▶ _ACTION ITEM_: The full set of entries must be copied exactly.

Collected data:
-=-=-

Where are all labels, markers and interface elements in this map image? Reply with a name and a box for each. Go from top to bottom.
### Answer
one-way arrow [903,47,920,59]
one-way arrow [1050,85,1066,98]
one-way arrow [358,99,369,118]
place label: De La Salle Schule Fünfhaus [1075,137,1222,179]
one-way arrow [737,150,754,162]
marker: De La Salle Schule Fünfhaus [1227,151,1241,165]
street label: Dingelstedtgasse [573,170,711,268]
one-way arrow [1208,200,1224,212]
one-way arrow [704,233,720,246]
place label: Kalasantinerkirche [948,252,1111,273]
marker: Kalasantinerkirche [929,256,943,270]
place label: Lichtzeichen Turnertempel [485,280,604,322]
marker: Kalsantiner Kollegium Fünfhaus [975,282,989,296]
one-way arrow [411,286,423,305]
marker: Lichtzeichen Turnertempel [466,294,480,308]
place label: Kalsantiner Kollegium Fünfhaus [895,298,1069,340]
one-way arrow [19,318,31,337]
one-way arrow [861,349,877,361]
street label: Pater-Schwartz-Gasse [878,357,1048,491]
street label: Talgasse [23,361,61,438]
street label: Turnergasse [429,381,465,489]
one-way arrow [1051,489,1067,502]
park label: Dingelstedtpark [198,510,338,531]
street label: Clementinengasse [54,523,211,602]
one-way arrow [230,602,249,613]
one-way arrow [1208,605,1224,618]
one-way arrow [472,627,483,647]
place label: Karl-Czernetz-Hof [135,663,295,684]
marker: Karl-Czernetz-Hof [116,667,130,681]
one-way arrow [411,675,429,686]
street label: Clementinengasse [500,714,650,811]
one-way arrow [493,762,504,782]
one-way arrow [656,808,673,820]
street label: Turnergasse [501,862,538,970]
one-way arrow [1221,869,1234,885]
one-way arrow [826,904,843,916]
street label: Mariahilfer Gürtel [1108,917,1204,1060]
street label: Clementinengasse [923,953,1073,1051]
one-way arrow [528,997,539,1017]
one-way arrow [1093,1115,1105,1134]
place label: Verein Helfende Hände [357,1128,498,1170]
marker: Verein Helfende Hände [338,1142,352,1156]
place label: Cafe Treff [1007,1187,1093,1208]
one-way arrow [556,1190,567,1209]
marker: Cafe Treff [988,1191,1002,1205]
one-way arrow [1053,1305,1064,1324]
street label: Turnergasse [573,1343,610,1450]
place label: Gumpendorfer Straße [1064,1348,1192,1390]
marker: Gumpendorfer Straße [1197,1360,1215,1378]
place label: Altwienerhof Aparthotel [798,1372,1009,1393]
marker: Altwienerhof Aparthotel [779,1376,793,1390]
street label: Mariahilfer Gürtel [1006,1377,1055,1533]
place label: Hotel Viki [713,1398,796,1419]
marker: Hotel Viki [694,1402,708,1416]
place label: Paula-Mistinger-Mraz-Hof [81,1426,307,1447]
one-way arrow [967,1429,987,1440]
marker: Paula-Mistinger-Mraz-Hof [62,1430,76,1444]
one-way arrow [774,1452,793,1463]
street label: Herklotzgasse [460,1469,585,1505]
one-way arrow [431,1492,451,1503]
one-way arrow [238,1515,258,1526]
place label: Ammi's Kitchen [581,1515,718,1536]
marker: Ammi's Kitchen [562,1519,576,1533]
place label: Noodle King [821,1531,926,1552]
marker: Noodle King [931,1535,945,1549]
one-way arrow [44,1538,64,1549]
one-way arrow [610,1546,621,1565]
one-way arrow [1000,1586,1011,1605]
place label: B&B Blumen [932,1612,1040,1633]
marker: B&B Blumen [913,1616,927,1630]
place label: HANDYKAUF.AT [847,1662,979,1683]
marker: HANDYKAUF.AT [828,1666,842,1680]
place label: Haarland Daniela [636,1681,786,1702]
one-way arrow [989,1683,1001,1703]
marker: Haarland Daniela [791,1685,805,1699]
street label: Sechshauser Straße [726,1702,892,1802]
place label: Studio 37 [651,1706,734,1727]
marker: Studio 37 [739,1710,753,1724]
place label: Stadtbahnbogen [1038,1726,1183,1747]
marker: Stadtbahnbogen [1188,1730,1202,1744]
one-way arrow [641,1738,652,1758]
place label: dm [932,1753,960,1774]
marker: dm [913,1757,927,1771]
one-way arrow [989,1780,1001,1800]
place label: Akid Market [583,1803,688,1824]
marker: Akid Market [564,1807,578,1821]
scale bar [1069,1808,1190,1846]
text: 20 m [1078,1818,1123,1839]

-=-=-

▶ _TASK SOLUTION_:
Where are all labels, markers and interface elements in this map image? Reply with a name and a box for each. Go from top to bottom.
### Answer
one-way arrow [903,47,920,59]
one-way arrow [1050,85,1066,98]
one-way arrow [358,99,369,118]
place label: De La Salle Schule Fünfhaus [1075,137,1222,179]
one-way arrow [737,150,754,162]
marker: De La Salle Schule Fünfhaus [1227,151,1241,165]
street label: Dingelstedtgasse [573,170,711,268]
one-way arrow [1208,200,1224,212]
one-way arrow [704,233,720,246]
place label: Kalasantinerkirche [948,252,1111,273]
marker: Kalasantinerkirche [929,256,943,270]
place label: Lichtzeichen Turnertempel [485,280,604,322]
marker: Kalsantiner Kollegium Fünfhaus [975,282,989,296]
one-way arrow [411,286,423,305]
marker: Lichtzeichen Turnertempel [466,294,480,308]
place label: Kalsantiner Kollegium Fünfhaus [895,298,1069,340]
one-way arrow [19,318,31,337]
one-way arrow [861,349,877,361]
street label: Pater-Schwartz-Gasse [878,357,1048,491]
street label: Talgasse [23,361,61,438]
street label: Turnergasse [429,381,465,489]
one-way arrow [1051,489,1067,502]
park label: Dingelstedtpark [198,510,338,531]
street label: Clementinengasse [54,523,211,602]
one-way arrow [230,602,249,613]
one-way arrow [1208,605,1224,618]
one-way arrow [472,627,483,647]
place label: Karl-Czernetz-Hof [135,663,295,684]
marker: Karl-Czernetz-Hof [116,667,130,681]
one-way arrow [411,675,429,686]
street label: Clementinengasse [500,714,650,811]
one-way arrow [493,762,504,782]
one-way arrow [656,808,673,820]
street label: Turnergasse [501,862,538,970]
one-way arrow [1221,869,1234,885]
one-way arrow [826,904,843,916]
street label: Mariahilfer Gürtel [1108,917,1204,1060]
street label: Clementinengasse [923,953,1073,1051]
one-way arrow [528,997,539,1017]
one-way arrow [1093,1115,1105,1134]
place label: Verein Helfende Hände [357,1128,498,1170]
marker: Verein Helfende Hände [338,1142,352,1156]
place label: Cafe Treff [1007,1187,1093,1208]
one-way arrow [556,1190,567,1209]
marker: Cafe Treff [988,1191,1002,1205]
one-way arrow [1053,1305,1064,1324]
street label: Turnergasse [573,1343,610,1450]
place label: Gumpendorfer Straße [1064,1348,1192,1390]
marker: Gumpendorfer Straße [1197,1360,1215,1378]
place label: Altwienerhof Aparthotel [798,1372,1009,1393]
marker: Altwienerhof Aparthotel [779,1376,793,1390]
street label: Mariahilfer Gürtel [1006,1377,1055,1533]
place label: Hotel Viki [713,1398,796,1419]
marker: Hotel Viki [694,1402,708,1416]
place label: Paula-Mistinger-Mraz-Hof [81,1426,307,1447]
one-way arrow [967,1429,987,1440]
marker: Paula-Mistinger-Mraz-Hof [62,1430,76,1444]
one-way arrow [774,1452,793,1463]
street label: Herklotzgasse [460,1469,585,1505]
one-way arrow [431,1492,451,1503]
one-way arrow [238,1515,258,1526]
place label: Ammi's Kitchen [581,1515,718,1536]
marker: Ammi's Kitchen [562,1519,576,1533]
place label: Noodle King [821,1531,926,1552]
marker: Noodle King [931,1535,945,1549]
one-way arrow [44,1538,64,1549]
one-way arrow [610,1546,621,1565]
one-way arrow [1000,1586,1011,1605]
place label: B&B Blumen [932,1612,1040,1633]
marker: B&B Blumen [913,1616,927,1630]
place label: HANDYKAUF.AT [847,1662,979,1683]
marker: HANDYKAUF.AT [828,1666,842,1680]
place label: Haarland Daniela [636,1681,786,1702]
one-way arrow [989,1683,1001,1703]
marker: Haarland Daniela [791,1685,805,1699]
street label: Sechshauser Straße [726,1702,892,1802]
place label: Studio 37 [651,1706,734,1727]
marker: Studio 37 [739,1710,753,1724]
place label: Stadtbahnbogen [1038,1726,1183,1747]
marker: Stadtbahnbogen [1188,1730,1202,1744]
one-way arrow [641,1738,652,1758]
place label: dm [932,1753,960,1774]
marker: dm [913,1757,927,1771]
one-way arrow [989,1780,1001,1800]
place label: Akid Market [583,1803,688,1824]
marker: Akid Market [564,1807,578,1821]
scale bar [1069,1808,1190,1846]
text: 20 m [1078,1818,1123,1839]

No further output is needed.